Many rural Colorado residents’ lives are deeply intertwined in their farms, especially given that they are generally both a source of income and a family’s home. In many cases the farm was inherited from former generations and has deep ancestral roots. Therefore, ensuring that this important property is protected during a high-asset divorce is essential.
A recent article highlighted the dangers of failing to safeguard your farm, and proposed hypothetical situations that can be used to showcase how asset division doesn’t have to uproot the homestead. They also highlighted the fact that a farm, which is often part of a family business, might still be legally transferred over to a spouse even if the property is considered part of the business assets.

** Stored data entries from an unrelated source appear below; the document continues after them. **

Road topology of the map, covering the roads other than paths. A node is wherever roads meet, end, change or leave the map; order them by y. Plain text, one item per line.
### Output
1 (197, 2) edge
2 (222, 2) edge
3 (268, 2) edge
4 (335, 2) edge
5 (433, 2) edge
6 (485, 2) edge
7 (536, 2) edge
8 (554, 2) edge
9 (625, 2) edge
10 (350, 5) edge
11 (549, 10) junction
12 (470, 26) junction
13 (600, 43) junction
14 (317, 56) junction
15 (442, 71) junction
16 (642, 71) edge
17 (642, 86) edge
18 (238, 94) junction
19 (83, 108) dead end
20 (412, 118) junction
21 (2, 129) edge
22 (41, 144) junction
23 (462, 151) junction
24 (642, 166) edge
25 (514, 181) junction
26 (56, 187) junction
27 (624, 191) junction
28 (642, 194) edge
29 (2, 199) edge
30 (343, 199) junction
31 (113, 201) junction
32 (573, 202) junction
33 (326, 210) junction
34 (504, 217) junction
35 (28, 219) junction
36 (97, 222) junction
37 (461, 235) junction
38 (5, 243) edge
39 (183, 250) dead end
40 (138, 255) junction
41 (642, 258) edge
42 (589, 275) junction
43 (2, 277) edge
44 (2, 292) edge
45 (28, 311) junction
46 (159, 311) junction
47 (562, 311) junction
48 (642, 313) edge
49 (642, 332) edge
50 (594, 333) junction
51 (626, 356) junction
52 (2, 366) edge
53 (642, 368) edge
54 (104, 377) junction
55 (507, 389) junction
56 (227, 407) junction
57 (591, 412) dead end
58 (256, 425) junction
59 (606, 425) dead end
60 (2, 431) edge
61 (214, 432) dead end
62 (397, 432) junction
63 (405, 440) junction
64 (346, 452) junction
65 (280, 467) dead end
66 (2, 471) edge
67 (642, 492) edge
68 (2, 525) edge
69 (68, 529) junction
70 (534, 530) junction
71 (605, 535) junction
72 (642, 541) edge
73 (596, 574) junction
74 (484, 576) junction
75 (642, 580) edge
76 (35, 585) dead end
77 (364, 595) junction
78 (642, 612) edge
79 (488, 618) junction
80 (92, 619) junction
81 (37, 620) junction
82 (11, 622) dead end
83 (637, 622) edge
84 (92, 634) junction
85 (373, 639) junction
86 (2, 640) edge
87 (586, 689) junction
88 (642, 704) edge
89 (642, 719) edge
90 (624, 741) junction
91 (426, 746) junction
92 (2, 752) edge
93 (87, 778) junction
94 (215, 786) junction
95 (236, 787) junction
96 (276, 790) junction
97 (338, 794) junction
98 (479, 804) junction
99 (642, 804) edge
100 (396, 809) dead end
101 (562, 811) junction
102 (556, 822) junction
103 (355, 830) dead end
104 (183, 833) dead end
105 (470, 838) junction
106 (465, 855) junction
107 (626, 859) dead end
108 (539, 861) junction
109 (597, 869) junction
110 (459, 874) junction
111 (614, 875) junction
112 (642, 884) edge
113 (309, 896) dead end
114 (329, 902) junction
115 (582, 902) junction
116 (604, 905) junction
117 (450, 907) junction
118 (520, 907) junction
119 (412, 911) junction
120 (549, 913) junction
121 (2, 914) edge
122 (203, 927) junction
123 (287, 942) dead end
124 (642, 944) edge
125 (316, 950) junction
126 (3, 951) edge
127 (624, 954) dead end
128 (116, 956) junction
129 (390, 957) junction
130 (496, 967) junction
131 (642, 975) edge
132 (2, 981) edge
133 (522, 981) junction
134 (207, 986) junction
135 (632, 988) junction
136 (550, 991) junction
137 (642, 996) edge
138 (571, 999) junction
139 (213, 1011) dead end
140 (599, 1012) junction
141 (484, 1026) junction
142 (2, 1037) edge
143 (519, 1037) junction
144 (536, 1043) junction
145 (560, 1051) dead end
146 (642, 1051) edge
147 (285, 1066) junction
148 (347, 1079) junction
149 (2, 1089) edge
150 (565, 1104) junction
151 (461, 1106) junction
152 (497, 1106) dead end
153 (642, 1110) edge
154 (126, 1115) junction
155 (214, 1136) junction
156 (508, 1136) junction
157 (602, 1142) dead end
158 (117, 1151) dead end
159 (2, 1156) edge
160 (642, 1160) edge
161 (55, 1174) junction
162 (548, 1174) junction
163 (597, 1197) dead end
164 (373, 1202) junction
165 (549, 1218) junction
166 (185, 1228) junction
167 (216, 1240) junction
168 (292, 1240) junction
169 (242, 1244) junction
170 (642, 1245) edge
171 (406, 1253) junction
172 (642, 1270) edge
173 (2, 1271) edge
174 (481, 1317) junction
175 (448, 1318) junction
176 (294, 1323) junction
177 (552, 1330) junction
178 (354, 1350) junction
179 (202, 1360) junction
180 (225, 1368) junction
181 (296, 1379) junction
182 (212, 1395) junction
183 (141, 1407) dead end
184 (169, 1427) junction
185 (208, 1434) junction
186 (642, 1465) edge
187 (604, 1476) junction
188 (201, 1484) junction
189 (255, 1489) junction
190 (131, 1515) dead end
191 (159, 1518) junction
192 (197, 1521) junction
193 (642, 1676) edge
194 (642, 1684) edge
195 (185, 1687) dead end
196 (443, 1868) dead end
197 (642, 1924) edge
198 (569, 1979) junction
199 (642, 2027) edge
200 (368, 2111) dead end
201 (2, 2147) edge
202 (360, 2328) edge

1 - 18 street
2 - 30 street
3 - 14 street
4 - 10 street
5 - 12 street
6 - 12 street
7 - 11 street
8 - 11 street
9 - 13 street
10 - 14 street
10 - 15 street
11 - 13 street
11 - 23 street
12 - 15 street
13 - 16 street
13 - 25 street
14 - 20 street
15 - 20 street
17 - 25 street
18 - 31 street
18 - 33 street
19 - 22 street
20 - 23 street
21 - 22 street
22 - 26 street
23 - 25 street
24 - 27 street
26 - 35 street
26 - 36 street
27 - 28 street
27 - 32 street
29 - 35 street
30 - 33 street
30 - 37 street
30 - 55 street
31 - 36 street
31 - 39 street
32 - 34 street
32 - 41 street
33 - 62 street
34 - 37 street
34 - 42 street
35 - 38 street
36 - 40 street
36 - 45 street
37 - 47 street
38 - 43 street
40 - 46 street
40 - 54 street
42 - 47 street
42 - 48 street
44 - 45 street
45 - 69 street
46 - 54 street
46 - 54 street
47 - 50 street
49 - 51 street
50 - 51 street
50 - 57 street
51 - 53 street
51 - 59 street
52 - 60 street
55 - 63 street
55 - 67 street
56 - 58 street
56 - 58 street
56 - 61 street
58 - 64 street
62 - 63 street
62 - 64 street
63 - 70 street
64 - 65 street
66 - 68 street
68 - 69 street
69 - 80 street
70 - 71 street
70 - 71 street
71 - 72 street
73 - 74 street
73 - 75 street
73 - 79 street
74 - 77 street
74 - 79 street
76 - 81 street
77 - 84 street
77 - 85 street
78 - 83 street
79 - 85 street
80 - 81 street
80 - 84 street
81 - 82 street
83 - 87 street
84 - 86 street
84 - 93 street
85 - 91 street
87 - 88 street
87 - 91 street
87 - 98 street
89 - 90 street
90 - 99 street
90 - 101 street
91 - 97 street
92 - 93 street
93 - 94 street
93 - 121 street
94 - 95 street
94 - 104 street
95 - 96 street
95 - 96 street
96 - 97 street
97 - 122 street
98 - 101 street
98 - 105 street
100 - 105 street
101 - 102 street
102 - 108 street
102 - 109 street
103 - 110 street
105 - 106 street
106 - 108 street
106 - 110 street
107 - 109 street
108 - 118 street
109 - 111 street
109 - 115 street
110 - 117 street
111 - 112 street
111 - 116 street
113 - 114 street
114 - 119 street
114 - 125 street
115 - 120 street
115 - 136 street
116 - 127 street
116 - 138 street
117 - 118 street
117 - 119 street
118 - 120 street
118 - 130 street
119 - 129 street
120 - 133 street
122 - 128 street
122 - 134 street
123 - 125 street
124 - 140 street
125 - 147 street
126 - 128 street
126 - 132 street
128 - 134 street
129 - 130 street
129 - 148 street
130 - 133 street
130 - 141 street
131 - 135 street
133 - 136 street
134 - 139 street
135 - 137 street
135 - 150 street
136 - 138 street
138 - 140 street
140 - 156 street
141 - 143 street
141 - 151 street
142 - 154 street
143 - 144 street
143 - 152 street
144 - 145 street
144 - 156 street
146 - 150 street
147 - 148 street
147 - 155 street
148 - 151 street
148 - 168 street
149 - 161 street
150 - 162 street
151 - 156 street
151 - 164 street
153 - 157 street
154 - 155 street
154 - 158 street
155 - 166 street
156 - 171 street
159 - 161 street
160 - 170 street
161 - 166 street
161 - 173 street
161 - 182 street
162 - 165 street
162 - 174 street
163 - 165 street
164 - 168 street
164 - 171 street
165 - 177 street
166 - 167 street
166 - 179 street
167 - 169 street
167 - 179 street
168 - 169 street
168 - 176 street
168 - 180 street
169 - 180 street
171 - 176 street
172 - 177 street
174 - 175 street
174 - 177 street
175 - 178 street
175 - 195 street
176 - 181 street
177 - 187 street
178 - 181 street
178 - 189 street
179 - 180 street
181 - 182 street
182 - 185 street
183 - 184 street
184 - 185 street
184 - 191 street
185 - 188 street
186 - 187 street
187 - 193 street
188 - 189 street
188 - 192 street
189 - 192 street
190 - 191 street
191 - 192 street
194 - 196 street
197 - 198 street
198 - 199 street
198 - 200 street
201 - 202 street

While it is easy to feel idealistic prior to marriage, the reality is that not every marriage works. Using a pre-nuptial agreement is a smart way to maintain clear guidelines regarding how assets will be divided following a divorce. By including the farm in the agreement, your family heritage and future income can be protected.
Post-nuptial agreements are a smart option for those who are already married and failed to create a pre-nuptial arrangement, or who received large assets during their marriage. A proposed scenario highlighted a woman who was to inherit a farm from an elderly family member who wanted to make sure that the land never left the family. In cases like these a post-nuptial agreement is prudent.
Pre- and post-nuptial agreements are precisely worded documents that should be drafted by a family law attorney to ensure better defenses should a divorce occur. Those unsure about whether or not they need to protect their assets should take their concerns to a lawyer.